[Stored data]
--------
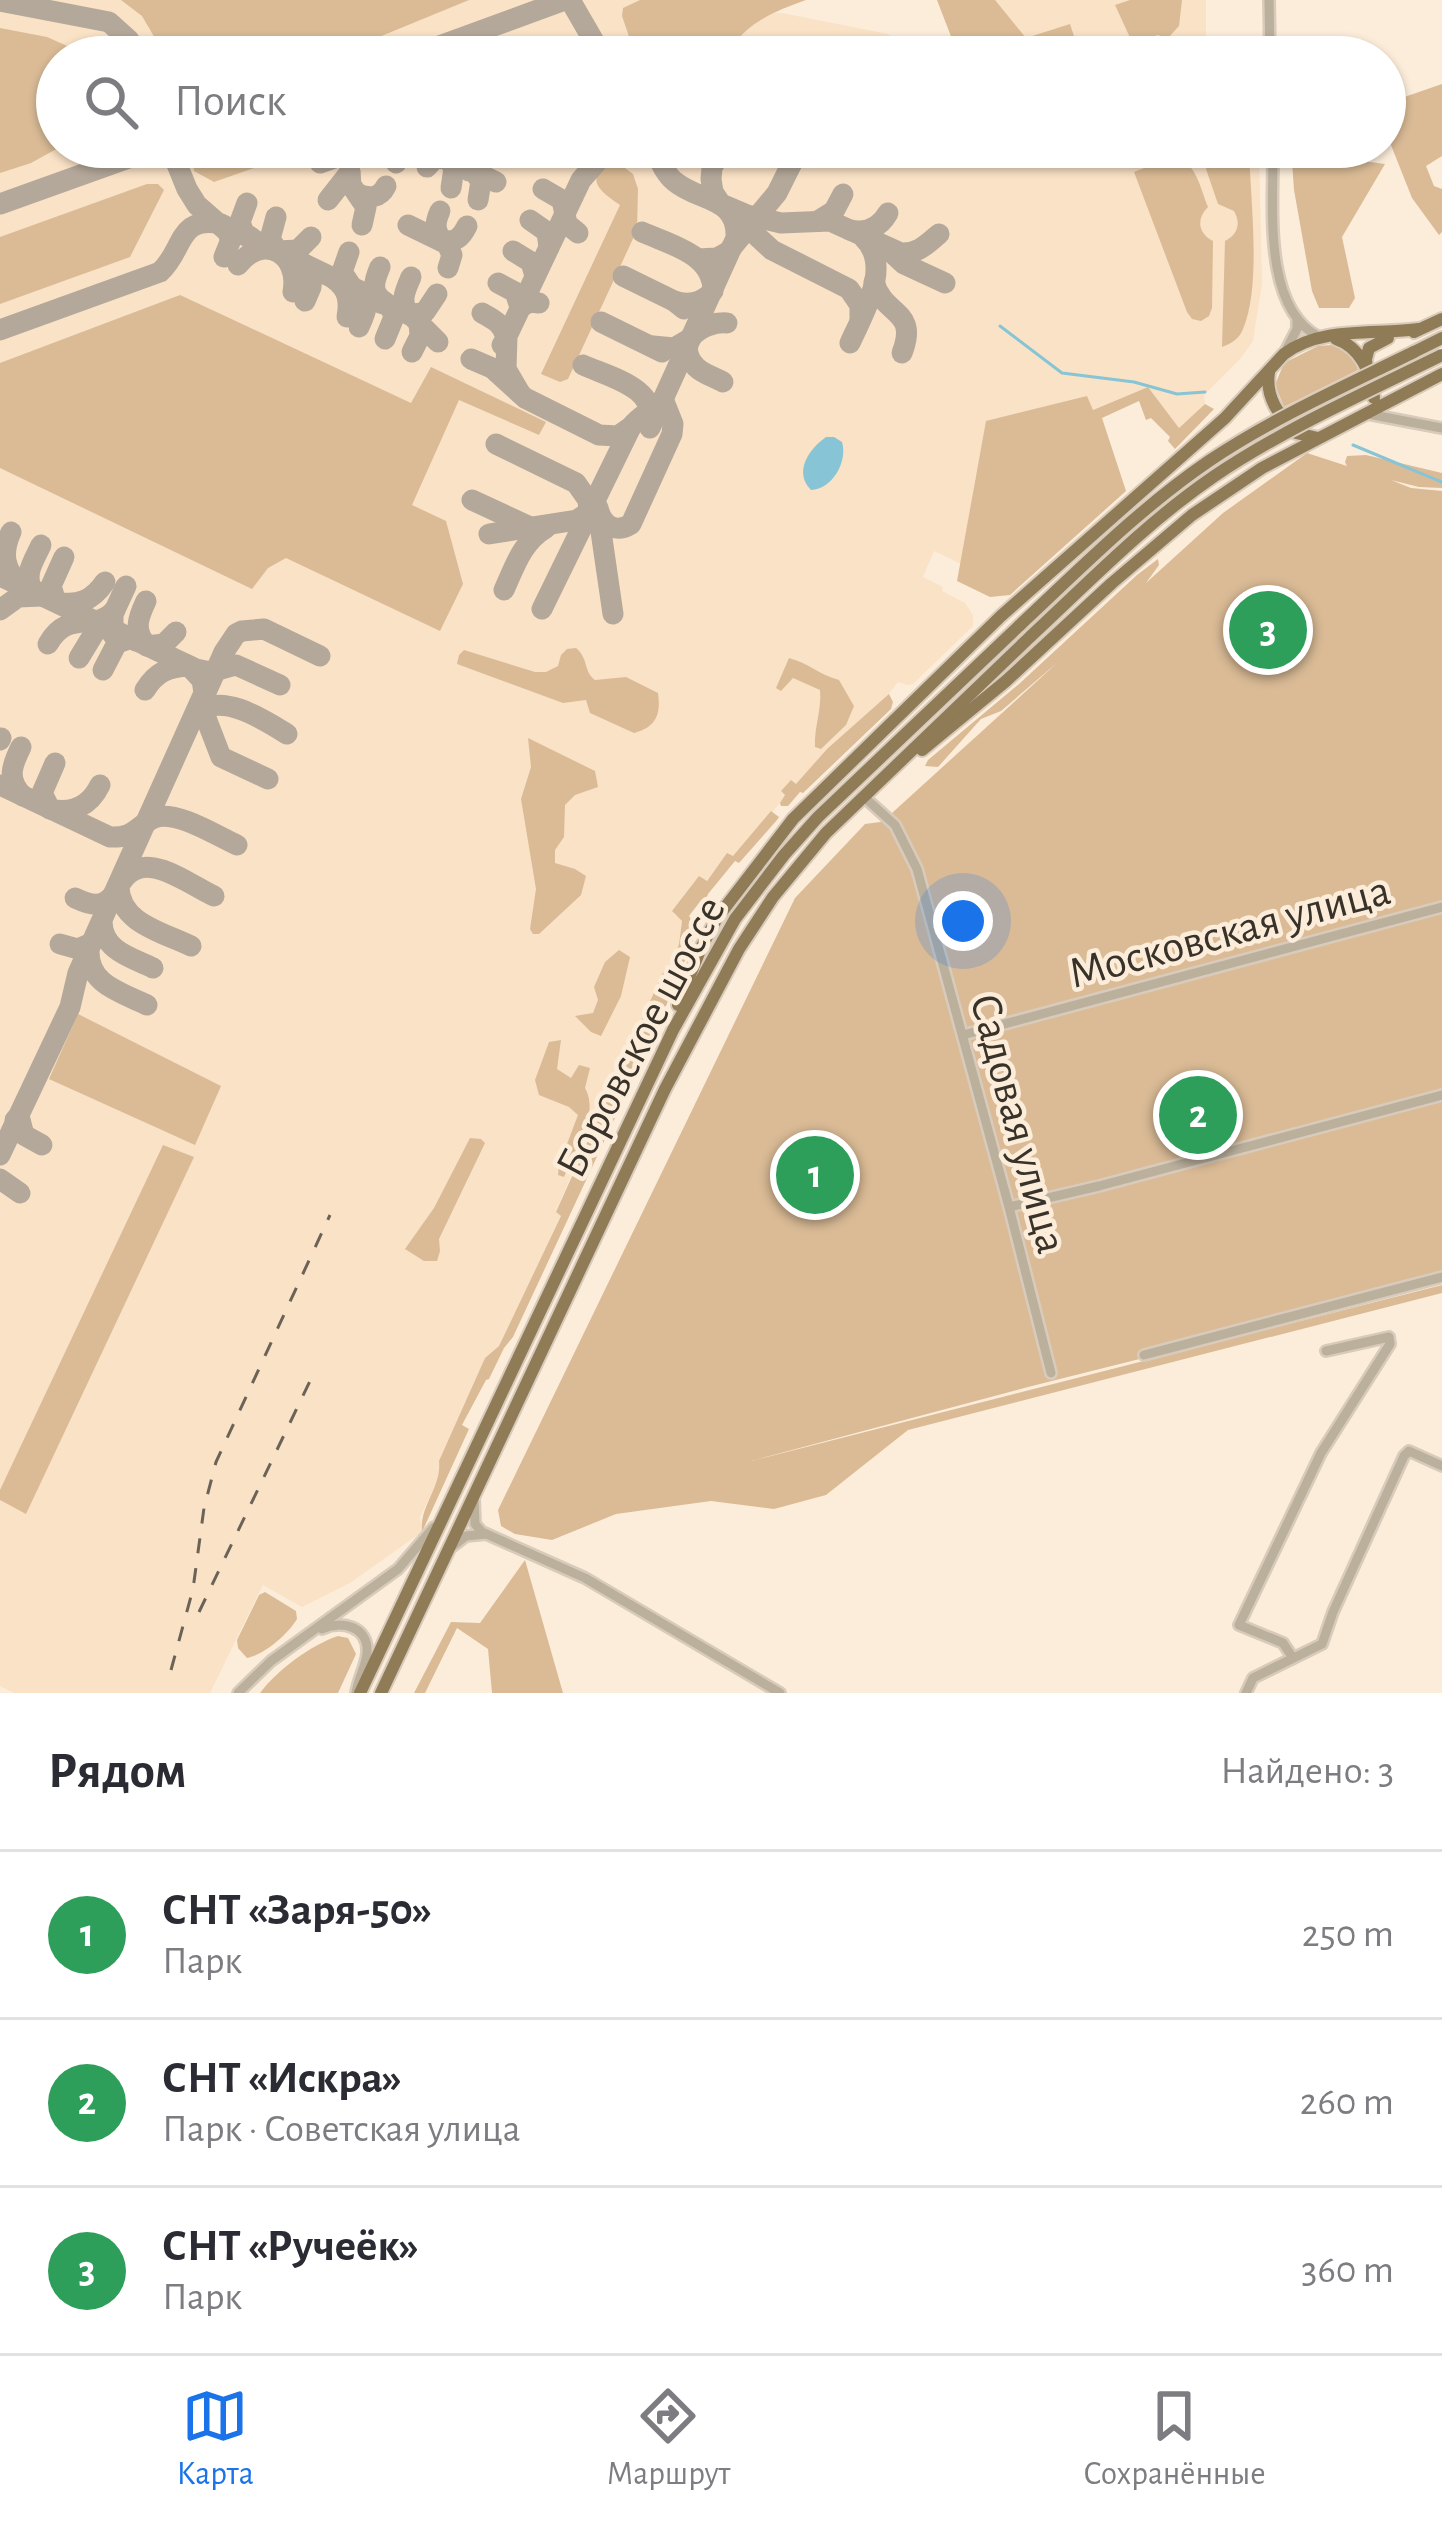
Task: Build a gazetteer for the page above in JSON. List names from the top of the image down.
{
  "streets": {
    "main road": ["Боровское шоссе"],
    "street": ["Московская улица", "Садовая улица"]
  },
  "crossings": [
    ["Московская улица", "Садовая улица"],
    ["Боровское шоссе", "Садовая улица"]
  ],
  "page": {
    "search": "Поиск",
    "pins": ["3", "2", "1"],
    "heading": ["Рядом", "Найдено: 3"],
    "list": [
      {
        "mark": "1",
        "name": "СНТ «Заря-50»",
        "note": "Парк",
        "value": "250 m"
      },
      {
        "mark": "2",
        "name": "СНТ «Искра»",
        "note": "Парк · Советская улица",
        "value": "260 m"
      },
      {
        "mark": "3",
        "name": "СНТ «Ручеёк»",
        "note": "Парк",
        "value": "360 m"
      }
    ],
    "nav": ["Карта", "Маршрут", "Сохранённые"]
  }
}
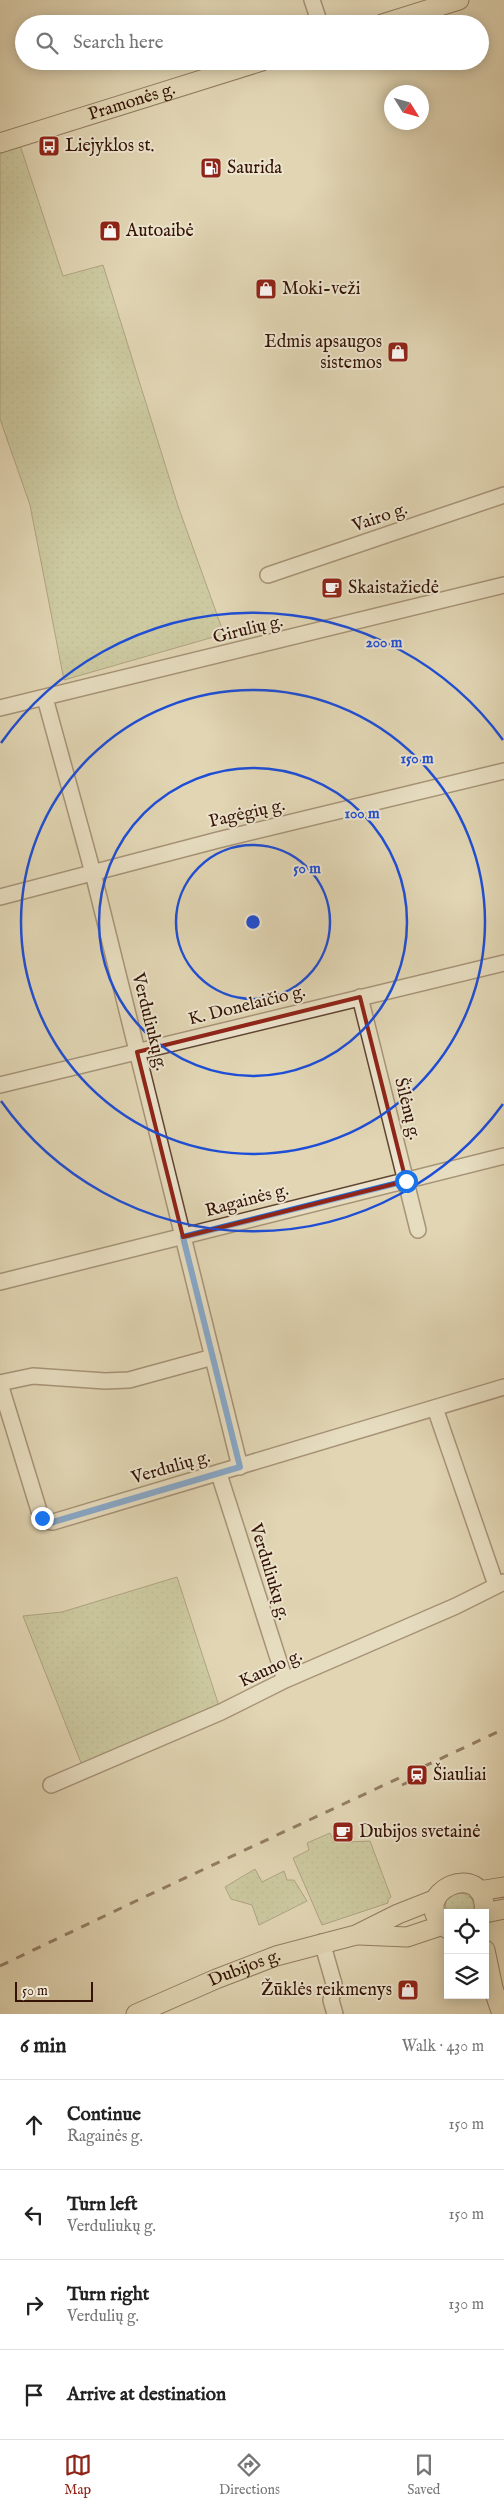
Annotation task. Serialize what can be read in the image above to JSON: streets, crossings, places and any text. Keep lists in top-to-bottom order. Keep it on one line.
{"streets":{"main road":["Pramonės g.","Dubijos g."],"street":["Vairo g.","Girulių g.","Pagėgių g.","K. Donelaičio g.","Verduliukų g.","Šilėnų g.","Ragainės g.","Verdulių g.","Kauno g."]},"crossings":[["Girulių g.","Verduliukų g."],["Pagėgių g.","Verduliukų g."],["K. Donelaičio g.","Verduliukų g."],["K. Donelaičio g.","Šilėnų g."],["Verduliukų g.","Ragainės g."],["Verduliukų g.","Verdulių g."],["Verduliukų g.","Kauno g."],["Šilėnų g.","Ragainės g."]],"places":{"bus stop":["Liejyklos st."],"fuel station":["Saurida"],"shop":["Autoaibė","Moki-veži","Edmis apsaugos sistemos","Žūklės reikmenys"],"cafe":["Skaistažiedė","Dubijos svetainė"],"station":["Šiauliai"]},"scale_bar":"50 m","north":"bottom right","page":{"search":"Search here","scale":"50 m","heading":["6 min","Walk · 430 m"],"list":[["Continue","Ragainės g.","150 m"],["Turn left","Verduliukų g.","150 m"],["Turn right","Verdulių g.","130 m"],"Arrive at destination"],"nav":["Map","Directions","Saved"]},"rings":["200 m","150 m","100 m","50 m"]}
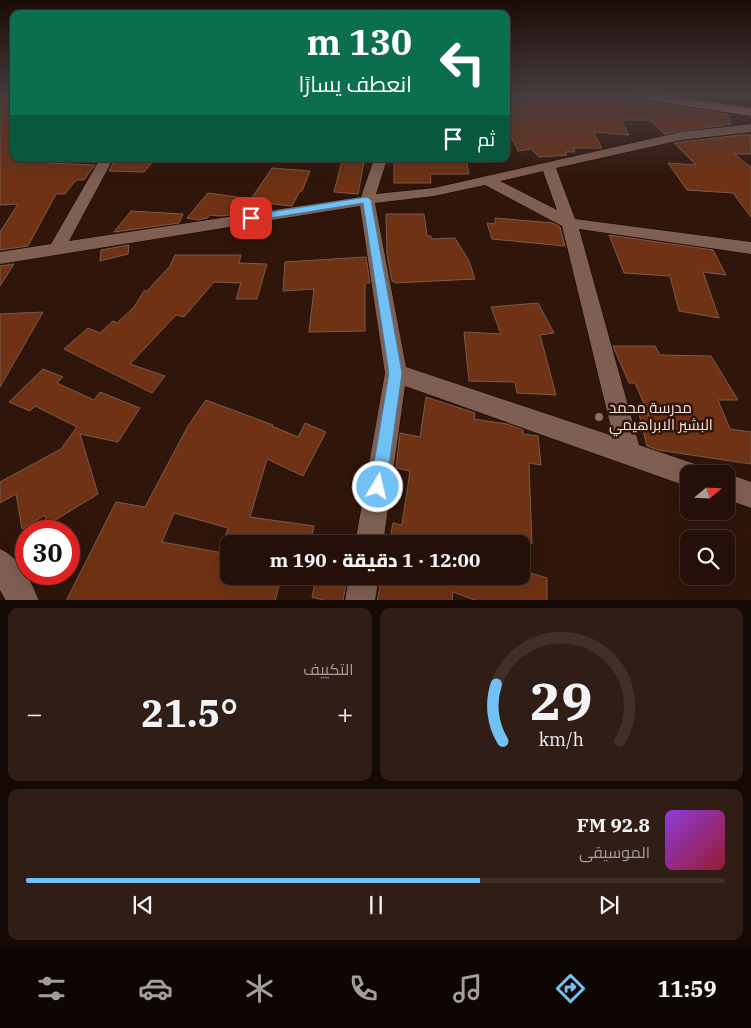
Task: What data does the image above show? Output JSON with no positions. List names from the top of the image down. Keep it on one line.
{"places":["مدرسة محمد البشير الابراهيمي"],"north":"right","page":{"turn":["130 m","انعطف يسارًا"],"then":"ثم","limit":"30","trip":"12:00 · 1 دقيقة · 190 m","tile":"التكييف","heat":["−","21.5°","+"],"song":["92.8 FM","الموسيقى"],"tabs":"11:59","gauge":["29","km/h"]}}
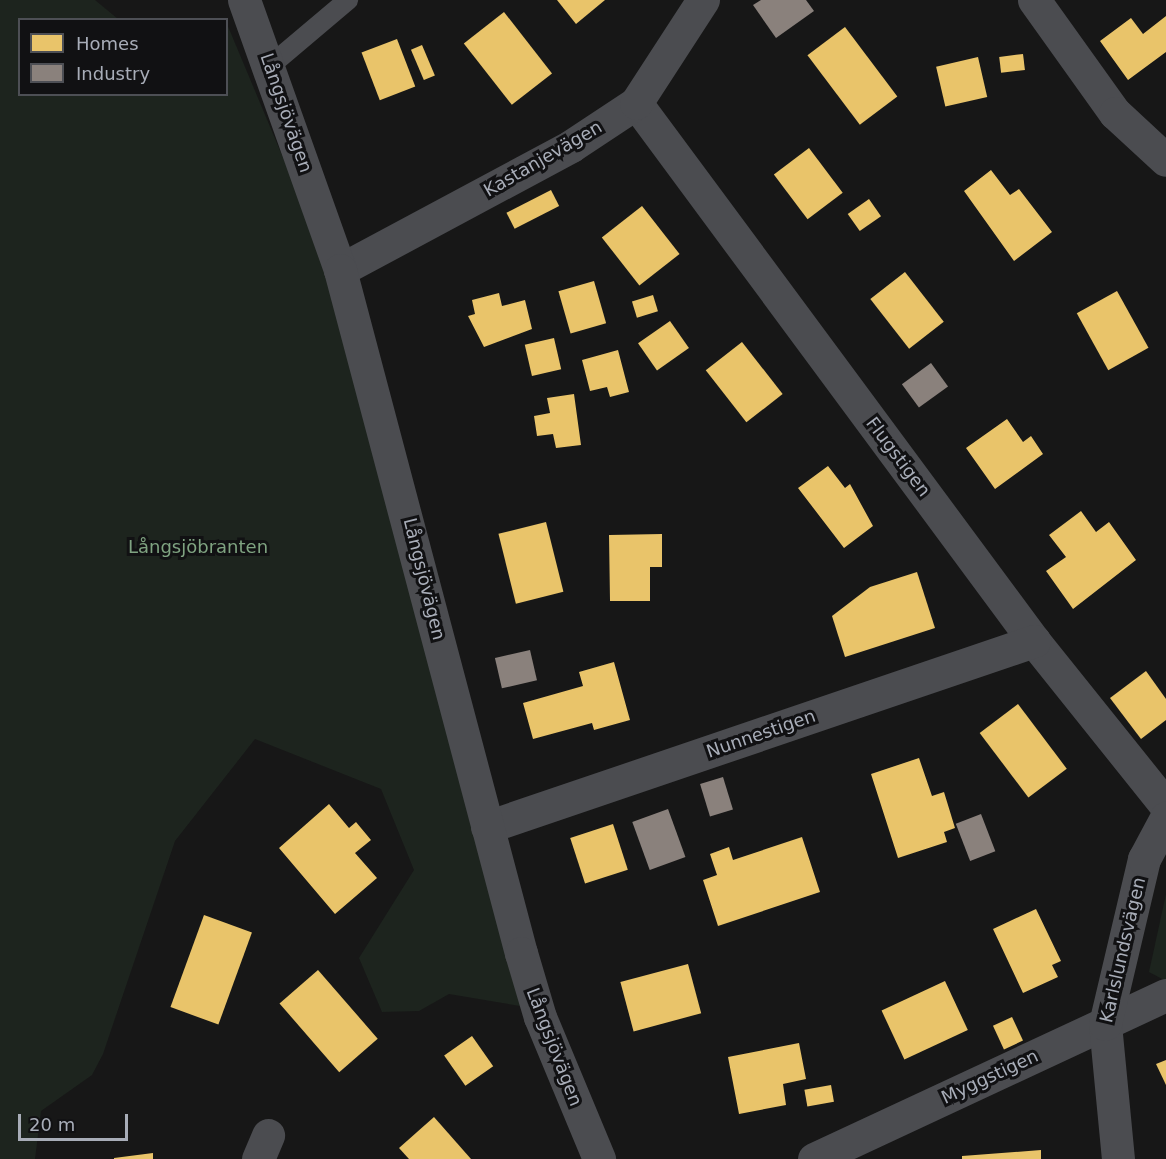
--------
**Your instructions:**
Your copy should hold exactly the lines from the line bearing "Annotation task. Serialize" through the end of the data, both included, and no pictures or anything further.

**Completed exercise:**
Annotation task. Serialize what can be read in the image above to JSON: streets, crossings, places and any text. Keep lists in top-to-bottom order. Keep it on one line.
{"streets":{"main road":["Pramonės g.","Dubijos g."],"street":["Vairo g.","Girulių g.","Pagėgių g.","K. Donelaičio g.","Verduliukų g.","Šilėnų g.","Ragainės g.","Verdulių g.","Kauno g."]},"crossings":[["Girulių g.","Verduliukų g."],["Pagėgių g.","Verduliukų g."],["K. Donelaičio g.","Verduliukų g."],["K. Donelaičio g.","Šilėnų g."],["Verduliukų g.","Ragainės g."],["Verduliukų g.","Verdulių g."],["Verduliukų g.","Kauno g."],["Šilėnų g.","Ragainės g."]],"places":{"bus stop":["Liejyklos st."],"fuel station":["Saurida"],"shop":["Autoaibė","Moki-veži","Edmis apsaugos sistemos","Žūklės reikmenys"],"cafe":["Skaistažiedė","Dubijos svetainė"],"station":["Šiauliai"]},"scale_bar":"50 m","north":"bottom right","page":{"search":"Search here","scale":"50 m","heading":["6 min","Walk · 430 m"],"list":[["Continue","Ragainės g.","150 m"],["Turn left","Verduliukų g.","150 m"],["Turn right","Verdulių g.","130 m"],"Arrive at destination"],"nav":["Map","Directions","Saved"]},"rings":["200 m","150 m","100 m","50 m"]}
Task: What data does the image above show? Output JSON with no positions. List names from the top of the image down. Keep it on one line.
{"places":["مدرسة محمد البشير الابراهيمي"],"north":"right","page":{"turn":["130 m","انعطف يسارًا"],"then":"ثم","limit":"30","trip":"12:00 · 1 دقيقة · 190 m","tile":"التكييف","heat":["−","21.5°","+"],"song":["92.8 FM","الموسيقى"],"tabs":"11:59","gauge":["29","km/h"]}}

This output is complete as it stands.